Ctrl+C                 # stop the app
docker compose down    # stop Kafka + Redis

API endpoints

Method Path Description
POST /api/notifications Create a notification (saved as PENDING)
GET /api/notifications/user/{userId} List all notifications for a user
GET /api/notifications/{id} Get a single notification by ID
PATCH /api/notifications/{id}/cancel Cancel a PENDING notification
POST /api/notifications/{id}/replay Replay a FAILED notification

Example — create a notification:

Invoke-RestMethod -Uri "http://localhost:8080/api/notifications" -Method Post `
  -ContentType "application/json" `
  -Body '{"userId":"user123","channel":"EMAIL","recipient":"test@example.com","message":"hello from noticore"}'

CLI usage

Run via Maven's exec plugin (no separate build needed) while the app is running:

# Send a notification
.\mvnw.cmd exec:java "-Dexec.args=send --user user123 --channel EMAIL --to test@example.com --message hello"

# Cancel a PENDING notification
.\mvnw.cmd exec:java "-Dexec.args=cancel <notification-id>"

# Replay a FAILED notification
.\mvnw.cmd exec:java "-Dexec.args=replay <notification-id>"

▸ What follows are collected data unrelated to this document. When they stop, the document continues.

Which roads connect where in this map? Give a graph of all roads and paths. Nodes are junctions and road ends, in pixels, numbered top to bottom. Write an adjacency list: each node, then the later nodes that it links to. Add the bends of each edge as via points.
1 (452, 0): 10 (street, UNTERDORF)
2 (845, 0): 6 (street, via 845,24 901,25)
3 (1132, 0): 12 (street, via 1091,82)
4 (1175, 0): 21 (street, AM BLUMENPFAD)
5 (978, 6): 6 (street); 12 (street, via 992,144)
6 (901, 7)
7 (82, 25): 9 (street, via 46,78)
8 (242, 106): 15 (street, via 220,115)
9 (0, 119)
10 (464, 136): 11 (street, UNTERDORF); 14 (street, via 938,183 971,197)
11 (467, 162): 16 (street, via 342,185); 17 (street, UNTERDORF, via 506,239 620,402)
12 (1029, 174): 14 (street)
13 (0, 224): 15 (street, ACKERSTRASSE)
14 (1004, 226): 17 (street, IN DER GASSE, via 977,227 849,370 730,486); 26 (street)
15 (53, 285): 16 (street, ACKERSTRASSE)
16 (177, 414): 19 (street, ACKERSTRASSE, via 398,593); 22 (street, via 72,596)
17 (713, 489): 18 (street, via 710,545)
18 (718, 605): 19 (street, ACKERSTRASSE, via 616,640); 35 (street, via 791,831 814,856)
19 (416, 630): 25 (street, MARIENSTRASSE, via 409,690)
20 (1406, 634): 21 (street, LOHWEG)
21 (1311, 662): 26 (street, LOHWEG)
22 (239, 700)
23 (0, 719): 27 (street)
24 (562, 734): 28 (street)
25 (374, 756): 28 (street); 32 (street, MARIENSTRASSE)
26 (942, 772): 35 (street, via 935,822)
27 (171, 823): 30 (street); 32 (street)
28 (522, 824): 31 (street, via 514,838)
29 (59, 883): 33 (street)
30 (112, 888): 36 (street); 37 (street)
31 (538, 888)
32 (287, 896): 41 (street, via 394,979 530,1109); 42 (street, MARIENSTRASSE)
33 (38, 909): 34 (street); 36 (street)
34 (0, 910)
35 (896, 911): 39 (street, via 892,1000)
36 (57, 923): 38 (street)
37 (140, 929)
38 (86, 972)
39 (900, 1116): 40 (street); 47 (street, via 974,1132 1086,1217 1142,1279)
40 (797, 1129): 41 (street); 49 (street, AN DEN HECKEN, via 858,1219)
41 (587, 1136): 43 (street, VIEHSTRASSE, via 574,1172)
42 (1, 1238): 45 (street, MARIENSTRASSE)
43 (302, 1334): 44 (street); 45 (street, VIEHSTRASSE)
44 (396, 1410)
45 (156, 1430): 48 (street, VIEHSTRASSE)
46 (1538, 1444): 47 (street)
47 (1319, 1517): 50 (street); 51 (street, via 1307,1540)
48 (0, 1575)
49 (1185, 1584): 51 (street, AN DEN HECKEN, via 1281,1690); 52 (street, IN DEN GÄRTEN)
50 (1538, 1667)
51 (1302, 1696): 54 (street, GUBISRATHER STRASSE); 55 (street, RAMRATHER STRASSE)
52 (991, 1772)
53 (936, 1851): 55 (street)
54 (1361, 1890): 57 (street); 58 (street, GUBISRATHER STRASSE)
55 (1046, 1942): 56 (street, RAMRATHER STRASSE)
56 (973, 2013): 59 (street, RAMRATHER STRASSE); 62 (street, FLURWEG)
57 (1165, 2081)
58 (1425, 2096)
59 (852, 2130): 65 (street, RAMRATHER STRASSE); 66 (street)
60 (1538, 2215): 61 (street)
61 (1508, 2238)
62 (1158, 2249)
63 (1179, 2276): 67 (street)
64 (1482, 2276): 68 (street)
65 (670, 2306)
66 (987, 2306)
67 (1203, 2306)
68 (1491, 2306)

Note: multi-word --message values with spaces can trip up Windows' mvnw.cmd quoting — stick to single-word messages when testing via the CLI, or use the REST API / Postman directly for messages with spaces.


Postman

Import postman/NotiCore.postman_collection.json into Postman. It includes:

  • Create requests for all 3 channels (Email/SMS/Push)
  • A deliberately invalid create request (demonstrates the 400 validation response)
  • Get by ID, Get all for a user
  • Cancel and Replay

Set the collection's notificationId variable to an ID returned by a Create request to use it in the ID-based requests.


Testing key behaviors

Deduplication — republish the same notification ID to its Kafka topic twice within 60 seconds; the second delivery logs Duplicate detected, skipping instead of processing again.

Rate limiting — send 11+ requests for the same user within a minute (default limit is 10); the 11th is rejected with Rate limit exceeded.

Retry + DLQ — sends fail randomly (~50%, simulating a real provider) and retry up to 3 times with exponential backoff (~1s, then ~2s) before landing in the dead letter queue if all attempts fail.


Roadmap

  • Phase 1 — Data model, Supabase connection, basic REST API
  • Phase 2 — Kafka routing pipeline
  • Phase 3 — Redis dedup + rate limiting
  • Phase 4 — Retry + dead letter queue
  • Phase 5 — CLI + Postman collection

Possible future improvements: real email/SMS/push provider integration (Resend, Twilio, FCM), Flyway migrations instead of ddl-auto: update, authentication on the REST API, and automated integration tests.


License

Personal learning project — no license applied yet.

About

Multi-channel notification engine built with Spring Boot, Kafka, Redis, and Supabase — routes notifications across email/SMS/push with dedup, rate limiting, and retry/DLQ handling. Learning project, built phase by phase.